My father pulled me to him roughly. “I'm sorry if I've seemed disagreeable this morning. I'm trying to get a million and one things done in a short time and it makes me irritable. I'll be off now.” He patted me on the shoulder and then turned to Mother and said, “I'm sorry, Rose. I've been a bear this morning. Forgive me.”

My mother put her arms around my father then and clung to him. The strange thing was that never before had I seen my mother do anything that I felt to be
me
, but now she clung to my father in the way in which I would have liked to cling to Frank. I moved over to the window because I felt that perhaps I shouldn't be looking.

My father stood there for a moment, holding my mother. Then he said, “All right, Rose. Relax. Calm down.”

I turned and saw my mother's face and she looked as though my father had struck her.

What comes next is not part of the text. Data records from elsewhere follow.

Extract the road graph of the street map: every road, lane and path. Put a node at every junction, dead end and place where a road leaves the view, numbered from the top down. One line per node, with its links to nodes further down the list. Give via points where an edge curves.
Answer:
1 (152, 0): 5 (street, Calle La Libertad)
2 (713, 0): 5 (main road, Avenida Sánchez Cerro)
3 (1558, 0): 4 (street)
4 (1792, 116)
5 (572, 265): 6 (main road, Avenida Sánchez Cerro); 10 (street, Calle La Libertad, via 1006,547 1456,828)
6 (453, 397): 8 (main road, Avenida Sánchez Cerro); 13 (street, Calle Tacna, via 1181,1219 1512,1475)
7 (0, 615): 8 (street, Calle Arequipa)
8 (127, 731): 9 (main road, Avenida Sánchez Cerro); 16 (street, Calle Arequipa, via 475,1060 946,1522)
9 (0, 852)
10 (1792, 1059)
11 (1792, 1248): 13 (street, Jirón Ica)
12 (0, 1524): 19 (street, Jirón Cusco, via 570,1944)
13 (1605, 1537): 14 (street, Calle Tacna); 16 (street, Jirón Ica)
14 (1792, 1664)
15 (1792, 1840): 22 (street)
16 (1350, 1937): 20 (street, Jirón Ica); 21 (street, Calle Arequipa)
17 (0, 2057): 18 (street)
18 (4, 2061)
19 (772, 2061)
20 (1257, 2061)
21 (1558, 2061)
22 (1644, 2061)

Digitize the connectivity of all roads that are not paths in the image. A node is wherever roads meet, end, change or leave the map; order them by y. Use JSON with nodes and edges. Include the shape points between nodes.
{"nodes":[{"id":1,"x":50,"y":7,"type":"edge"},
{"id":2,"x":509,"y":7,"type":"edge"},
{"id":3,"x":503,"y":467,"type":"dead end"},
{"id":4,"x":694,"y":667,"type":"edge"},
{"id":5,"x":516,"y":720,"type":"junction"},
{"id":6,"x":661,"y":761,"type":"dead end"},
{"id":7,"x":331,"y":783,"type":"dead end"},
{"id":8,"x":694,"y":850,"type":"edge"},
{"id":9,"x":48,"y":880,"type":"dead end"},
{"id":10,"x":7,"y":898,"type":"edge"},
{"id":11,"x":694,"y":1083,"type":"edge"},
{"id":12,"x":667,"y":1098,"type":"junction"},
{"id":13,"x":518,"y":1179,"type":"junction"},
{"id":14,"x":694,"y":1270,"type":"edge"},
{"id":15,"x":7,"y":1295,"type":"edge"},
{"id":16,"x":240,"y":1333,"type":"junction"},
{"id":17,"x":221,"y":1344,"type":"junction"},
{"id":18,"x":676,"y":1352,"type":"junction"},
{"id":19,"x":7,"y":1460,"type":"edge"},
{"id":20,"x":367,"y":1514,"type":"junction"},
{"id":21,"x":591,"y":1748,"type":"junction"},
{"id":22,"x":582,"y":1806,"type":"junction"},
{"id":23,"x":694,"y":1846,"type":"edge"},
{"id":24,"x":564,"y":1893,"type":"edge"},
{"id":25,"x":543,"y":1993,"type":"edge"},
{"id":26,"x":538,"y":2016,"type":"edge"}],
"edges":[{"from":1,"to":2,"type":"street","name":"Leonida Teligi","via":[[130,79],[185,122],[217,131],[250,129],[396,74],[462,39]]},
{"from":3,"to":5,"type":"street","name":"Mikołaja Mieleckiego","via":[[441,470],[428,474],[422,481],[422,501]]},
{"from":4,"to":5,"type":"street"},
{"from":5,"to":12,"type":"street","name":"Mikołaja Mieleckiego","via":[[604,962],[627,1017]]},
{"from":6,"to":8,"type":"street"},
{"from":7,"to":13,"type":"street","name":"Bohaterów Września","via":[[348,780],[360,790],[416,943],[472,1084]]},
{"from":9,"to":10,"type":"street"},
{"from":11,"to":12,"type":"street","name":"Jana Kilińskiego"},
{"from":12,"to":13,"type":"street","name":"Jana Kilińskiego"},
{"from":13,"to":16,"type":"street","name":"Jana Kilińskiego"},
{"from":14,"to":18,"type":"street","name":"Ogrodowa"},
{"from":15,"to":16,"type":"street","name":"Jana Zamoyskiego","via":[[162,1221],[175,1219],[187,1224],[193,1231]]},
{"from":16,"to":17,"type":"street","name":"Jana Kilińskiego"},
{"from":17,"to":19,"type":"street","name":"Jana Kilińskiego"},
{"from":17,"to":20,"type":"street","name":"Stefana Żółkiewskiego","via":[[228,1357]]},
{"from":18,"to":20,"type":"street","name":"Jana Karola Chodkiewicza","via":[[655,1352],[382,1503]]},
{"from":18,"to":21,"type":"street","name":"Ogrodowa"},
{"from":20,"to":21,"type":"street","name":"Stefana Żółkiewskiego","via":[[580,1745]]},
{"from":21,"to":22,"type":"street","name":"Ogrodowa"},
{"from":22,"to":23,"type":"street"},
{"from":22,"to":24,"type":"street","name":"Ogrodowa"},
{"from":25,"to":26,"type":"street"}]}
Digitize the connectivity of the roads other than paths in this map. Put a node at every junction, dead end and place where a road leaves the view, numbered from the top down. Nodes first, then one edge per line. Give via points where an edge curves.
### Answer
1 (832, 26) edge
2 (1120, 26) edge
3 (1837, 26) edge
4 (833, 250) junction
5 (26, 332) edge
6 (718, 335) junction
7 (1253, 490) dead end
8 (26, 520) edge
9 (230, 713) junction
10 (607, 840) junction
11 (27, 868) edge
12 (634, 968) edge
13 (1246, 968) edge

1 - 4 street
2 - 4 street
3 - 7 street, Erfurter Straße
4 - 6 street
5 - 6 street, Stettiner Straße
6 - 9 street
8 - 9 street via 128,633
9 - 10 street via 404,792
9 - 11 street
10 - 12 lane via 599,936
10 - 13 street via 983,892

She said, “Oh, Raff—”

And my father said, “Okay, say it. Get it off your chest.”

My mother said, “I've tried to say it so many times, and it never seems to mean anything to you.”

I could see that my father was trying to be patient. “You've been trying to say what?”

“And I can't say it now. I can't say what I want to say. I hold you—I—I clutch you, because I love you so desperately, and time is so short, we have such a little time in which to live and be young, even at best, and I put my arms around you and hold you because I want to love you while I can and I want to
know
I'm loving you, only it doesn't mean anything
because you aren't afraid. You aren't frightened so that you want to clutch it all while you can.”

Now I knew that they had forgotten that I was in the room, standing half obscured by the window draperies, and I was afraid to move, because I felt that this was very big, that what my mother was trying to tell my father was terribly important, and if I moved, even the smallest bit to let them remember I was there, it might break it.

My mother said, “Jacques is afraid. That's why—”

“Why what?” my father asked harshly.

“We hold each other because we're afraid and there's so little time for love and comfort.”

Now my father's voice was rough. “You can say that in almost the same breath that you say you love me!”

My mother gave a cry of despair. “You see, you see! I've tried to tell you again and you don't understand!”

My father turned and left the room and all of a sudden I realized that he was crying. I had seen my mother cry so many times I couldn't count them and it always distressed me, but it didn't rock my foundations. If my father cried then Atlas's foot indeed had slipped.

My mother stood very still for a moment. Then she rushed out after my father. I waited by the window for a long time, my cheek pressed against the cold glass, but they did not come back.